Addy Osmani shares the lessons learned from “Project Aristotle” at Google, a two-year initiative back in 2016 that studied what made teams successful, what they found is that these 5 key factors have the biggest impact:

Psychological Safety: The team’s comfort with taking risks without fear of negative repercussions.

The article covers multiple recommendations on how to achieve this, the most interesting one to me was this TEDx Talk by professor Amy Edmondson on how to build this psychological safety:

Allowing the team to experiment in the open and not feel shame or repercussions for trying, produces more innovative solutions.

Dependability: Team members’ ability to reliably deliver quality work on schedule.

This is mostly dependant on each team members’s reliable performance. We all have had that sense of defeat when working in teams and one team member is not pulling their weight, situations like these discourages the rest of the team from doing their best work.

When a team has this problem it needs to be addressed as soon as possible before it becomes part of the culture.

Structure and Clarity: Clear understanding of job roles, processes, and performance consequences.

Having a clear strategy that is translated to the team’s different responsibilities is the key part of this factor.

Establishing objectives and key results, and making the team members responsible for achieving them is key.

Meaning: The personal significance found in the work or its outcomes.
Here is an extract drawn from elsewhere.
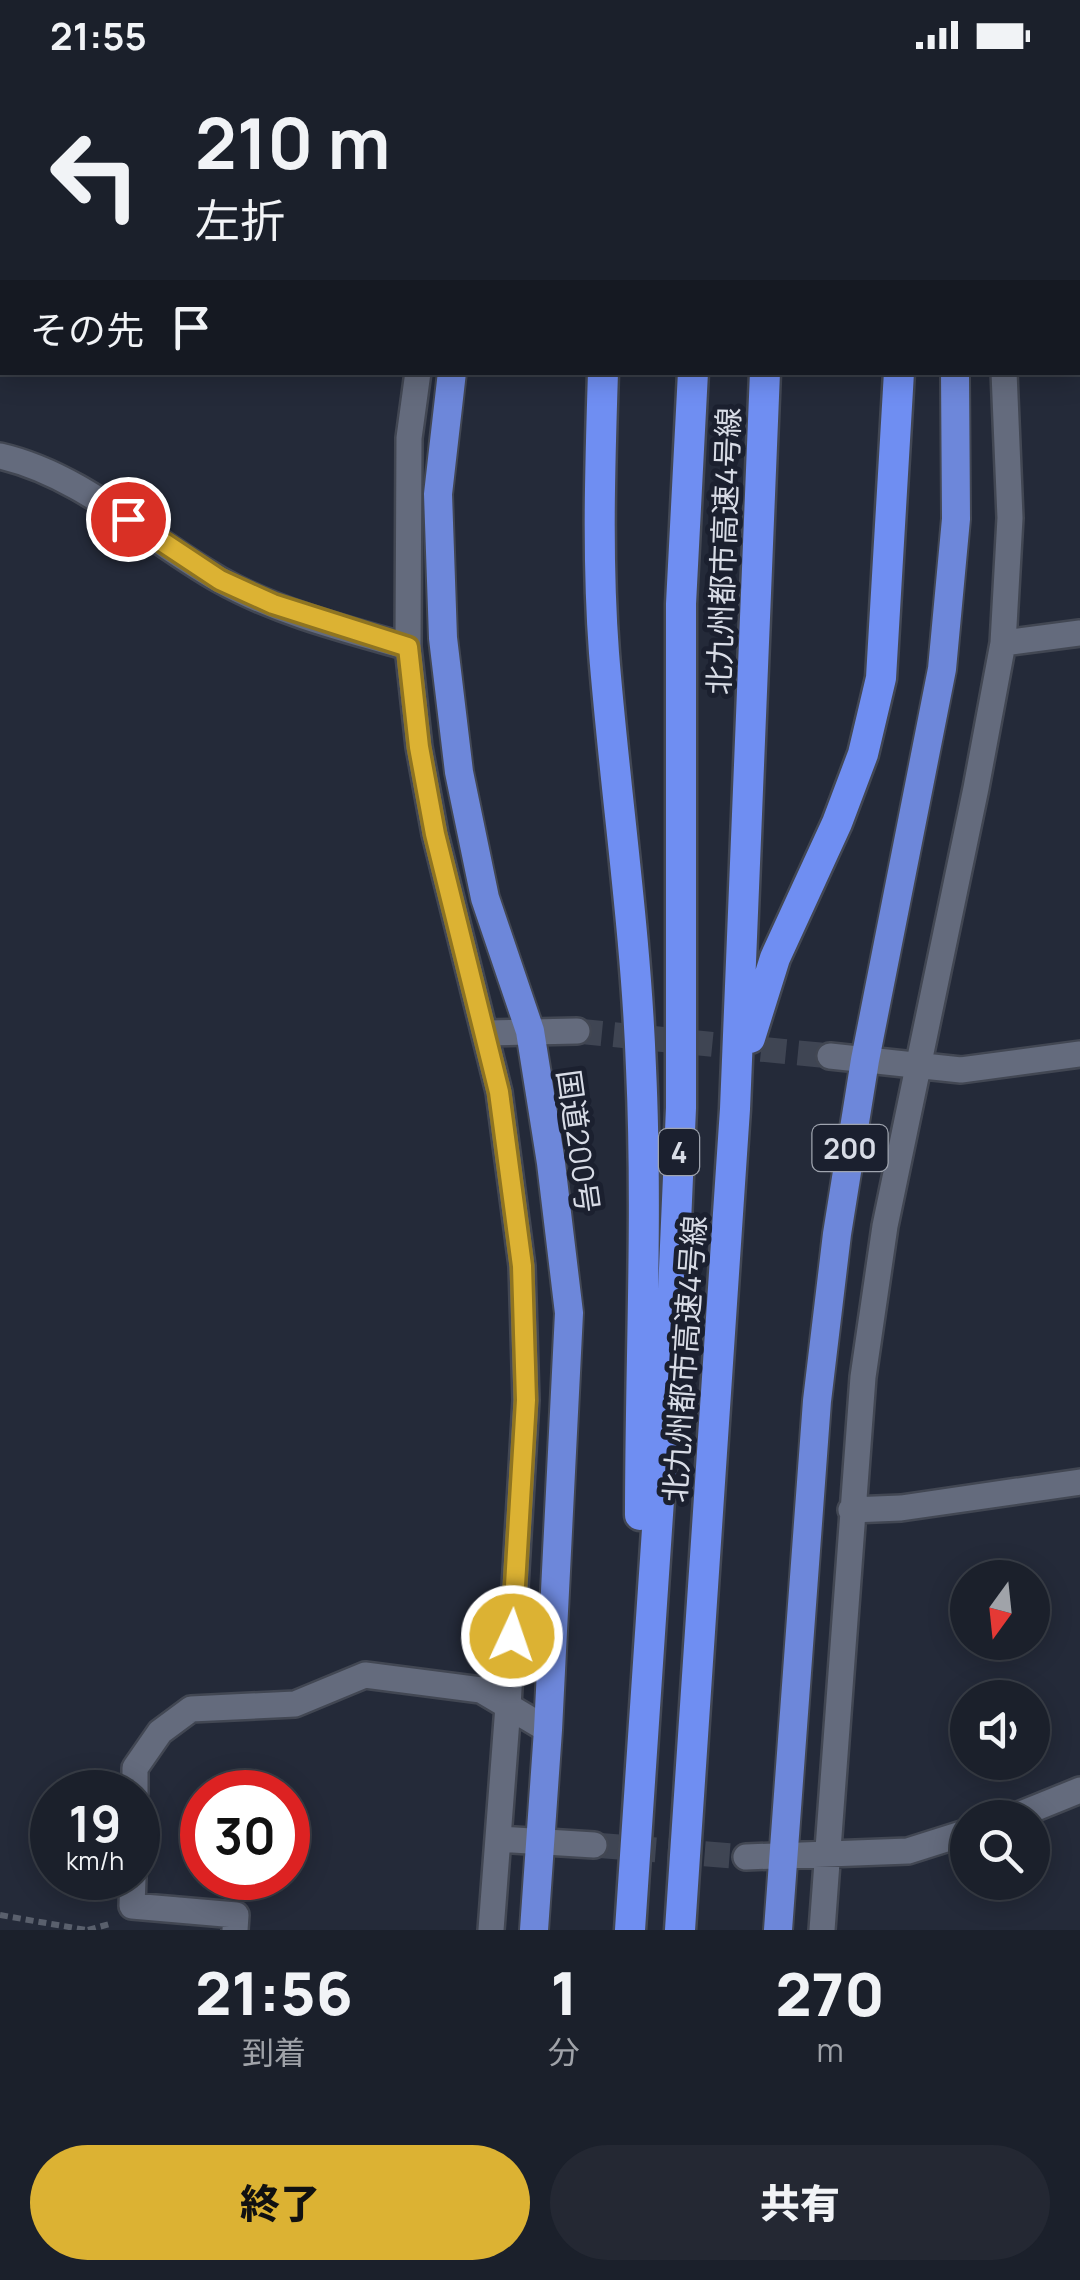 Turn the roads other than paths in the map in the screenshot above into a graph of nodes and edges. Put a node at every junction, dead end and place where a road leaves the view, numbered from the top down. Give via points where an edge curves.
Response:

Team members must find the work they do meaningful. Not necessarily in terms of the company’s goals, as stability, capacity to support their family, or personal self-expression was shown to be enough to serve this purpose.

When an employee is not finding meaning in their work, and they don’t feel well compensated and recognized the productivity takes a hit.

Impact: The belief that one’s work meaningfully contributes to the organization’s goals.

Closely related to the previous one, but this time directly associated with the success of the company. When people can see the effect of their work having an effect in the bigger success of the company they work at, they feel a sense of impact that drives them to be more successful.


Having led a development team for the past several years, many of these hit close to home. Having not had control over several of these factors I have focused on the ones that I have more control over: providing a safe space to try and make mistakes, learn, and share knowledge.

What I can certainly say from experience is that excelling at one or two of these factors is definitely not enoug. Unhappiness and discouragement crops up and productivity takes a hit.